THE RECORDS ▸
------------------------------
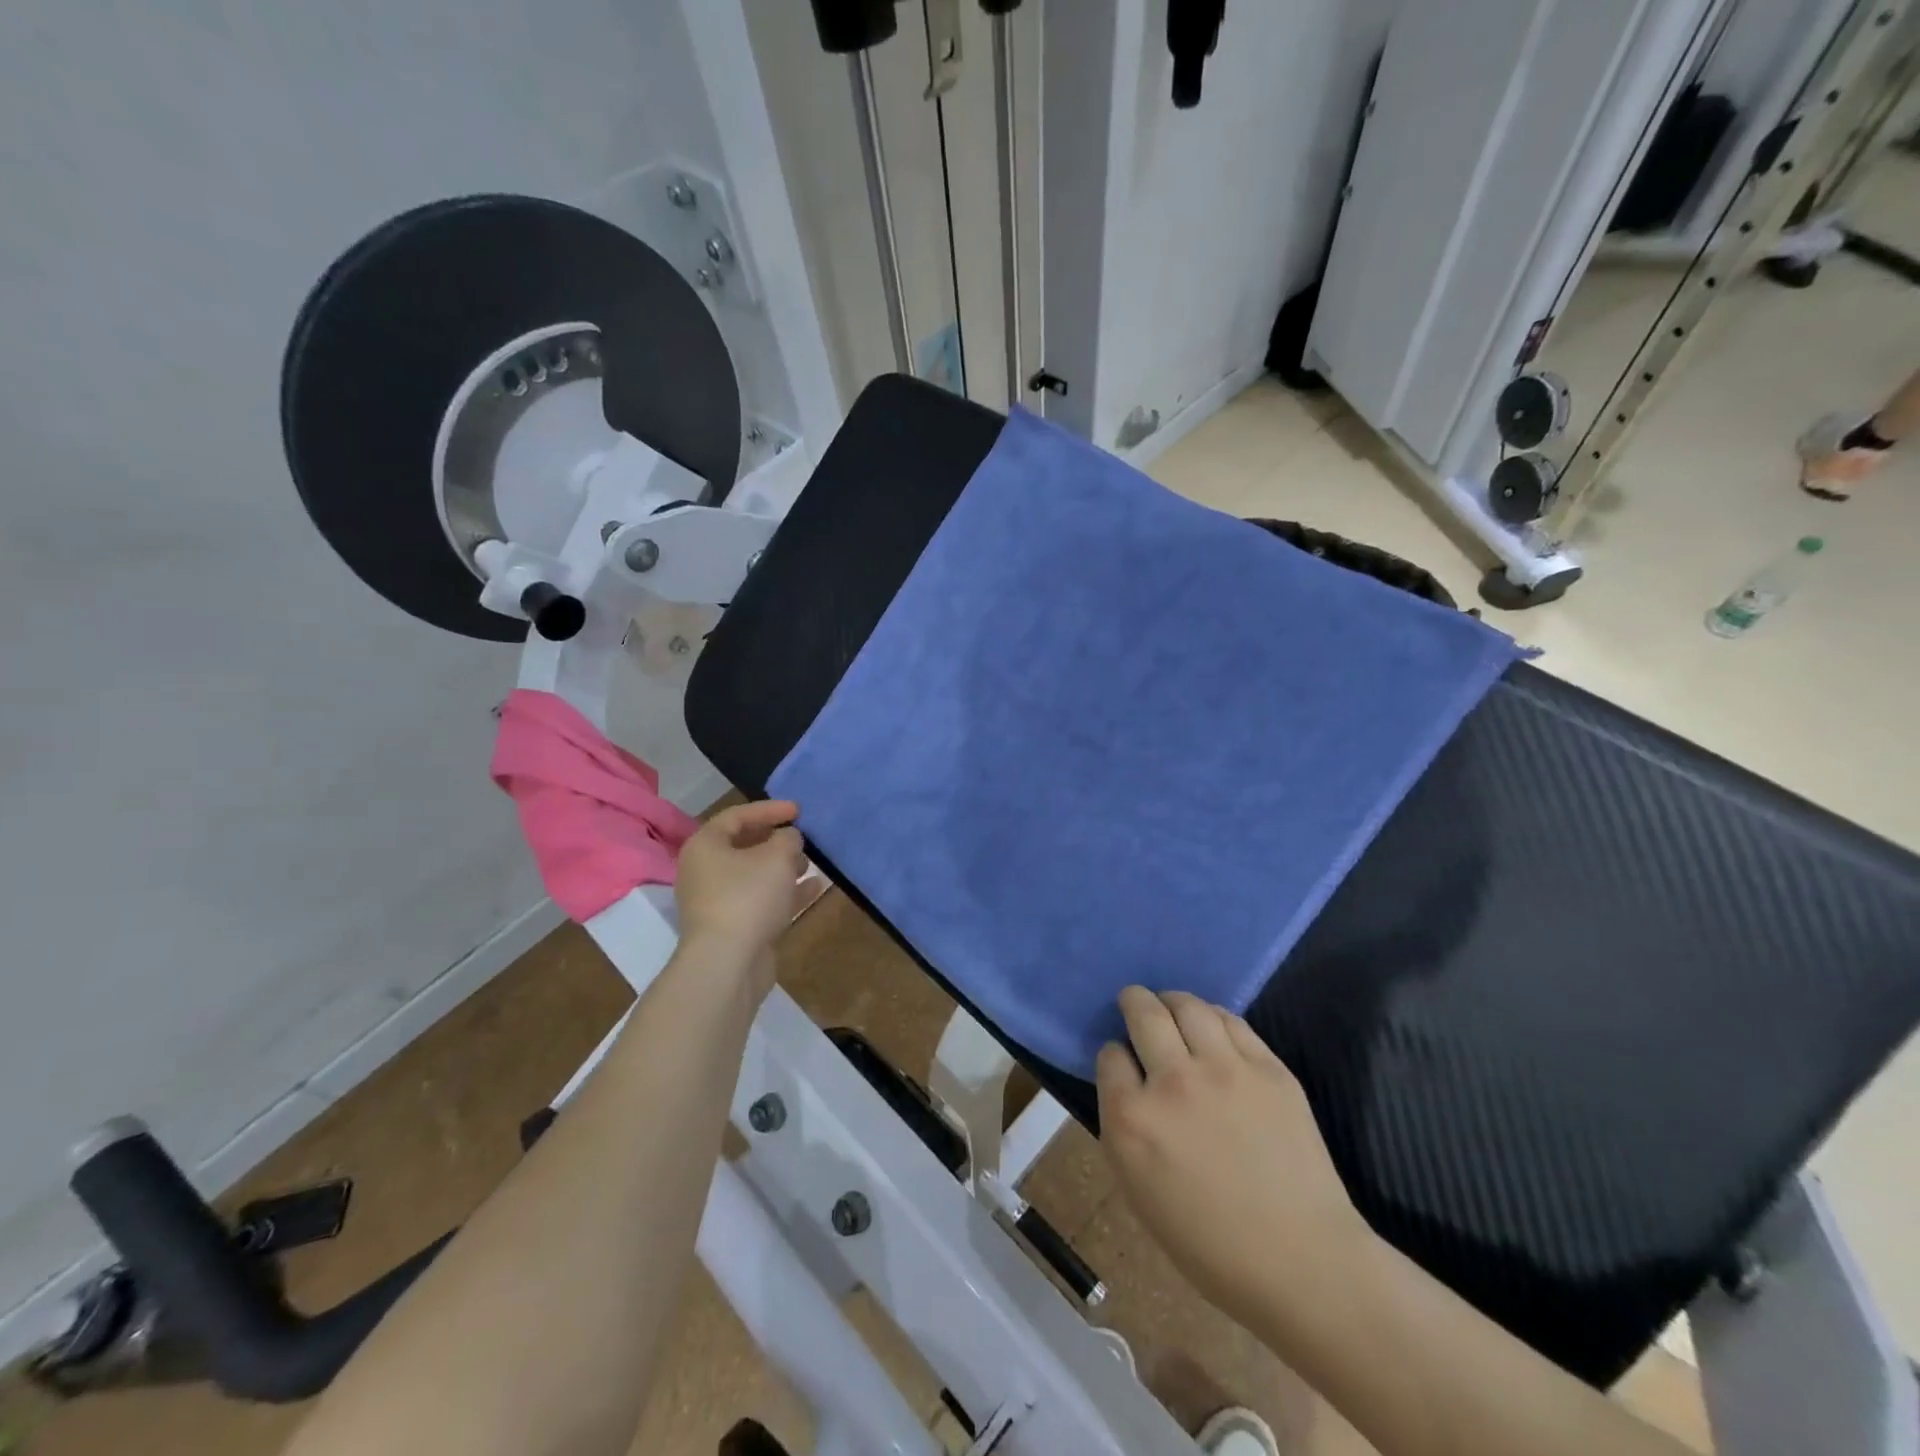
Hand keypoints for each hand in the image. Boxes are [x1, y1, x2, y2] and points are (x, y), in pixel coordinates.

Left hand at [672, 800, 807, 995]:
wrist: (728, 963)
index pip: (737, 816)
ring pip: (755, 876)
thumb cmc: (748, 896)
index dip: (770, 809)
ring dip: (783, 868)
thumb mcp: (777, 856)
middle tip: (803, 838)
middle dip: (777, 841)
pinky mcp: (734, 927)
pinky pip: (762, 901)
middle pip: (744, 846)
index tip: (799, 811)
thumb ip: (788, 838)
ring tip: (811, 863)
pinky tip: (814, 888)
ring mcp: (718, 902)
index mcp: (705, 846)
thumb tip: (788, 838)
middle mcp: (705, 871)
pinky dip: (785, 893)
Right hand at [1096, 987, 1366, 1333]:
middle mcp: (1173, 1082)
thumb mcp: (1139, 1190)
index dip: (1115, 1057)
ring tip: (1173, 1008)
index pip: (1110, 1055)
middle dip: (1133, 1002)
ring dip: (1172, 1001)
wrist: (1302, 1261)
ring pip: (1188, 1005)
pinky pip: (1231, 1021)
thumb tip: (1128, 1084)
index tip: (1123, 1064)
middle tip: (1135, 1003)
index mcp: (1133, 1120)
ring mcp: (1224, 1070)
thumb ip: (1125, 1126)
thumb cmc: (1210, 1244)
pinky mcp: (1268, 1068)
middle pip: (1143, 1013)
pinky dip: (1213, 1017)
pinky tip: (1211, 1027)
------------------------------
GOAL OF THE EXERCISE ▸ Write out the data in full and exactly as given, though without the images.

THE COMPLETED TASK ▸
Hand keypoints for each hand in the image. Boxes are [x1, y1, x2, y2] and points are (x, y), in pixel coordinates.

Left hand at [672, 800, 807, 995]:
wrist: (728, 963)
index pip: (737, 816)
ring pip: (755, 876)
thumb cmc: (748, 896)
index dip: (770, 809)
ring dip: (783, 868)
thumb mcp: (777, 856)
middle tip: (803, 838)
middle dip: (777, 841)
pinky mcp: (734, 927)
pinky pip: (762, 901)
middle pip: (744, 846)
index tip: (799, 811)
thumb ip: (788, 838)
ring tip: (811, 863)
pinky tip: (814, 888)
ring mcp: (718, 902)
index mcp: (705, 846)
thumb tip: (788, 838)
middle mcp: (705, 871)
pinky dip: (785, 893)
Right hand at [1096, 987, 1366, 1333]:
middle mcp: (1173, 1082)
thumb mcp: (1139, 1190)
index dip: (1115, 1057)
ring tip: (1173, 1008)
index pip: (1110, 1055)
middle dip: (1133, 1002)
ring dip: (1172, 1001)
wrist: (1302, 1261)
ring pip: (1188, 1005)
pinky pip: (1231, 1021)
thumb tip: (1128, 1084)
index tip: (1123, 1064)
middle tip: (1135, 1003)
index mcp: (1133, 1120)
ring mcp: (1224, 1070)
thumb ip: (1125, 1126)
thumb cmc: (1210, 1244)
pinky mcp: (1268, 1068)
middle pip: (1143, 1013)
pinky dip: (1213, 1017)
pinky tip: (1211, 1027)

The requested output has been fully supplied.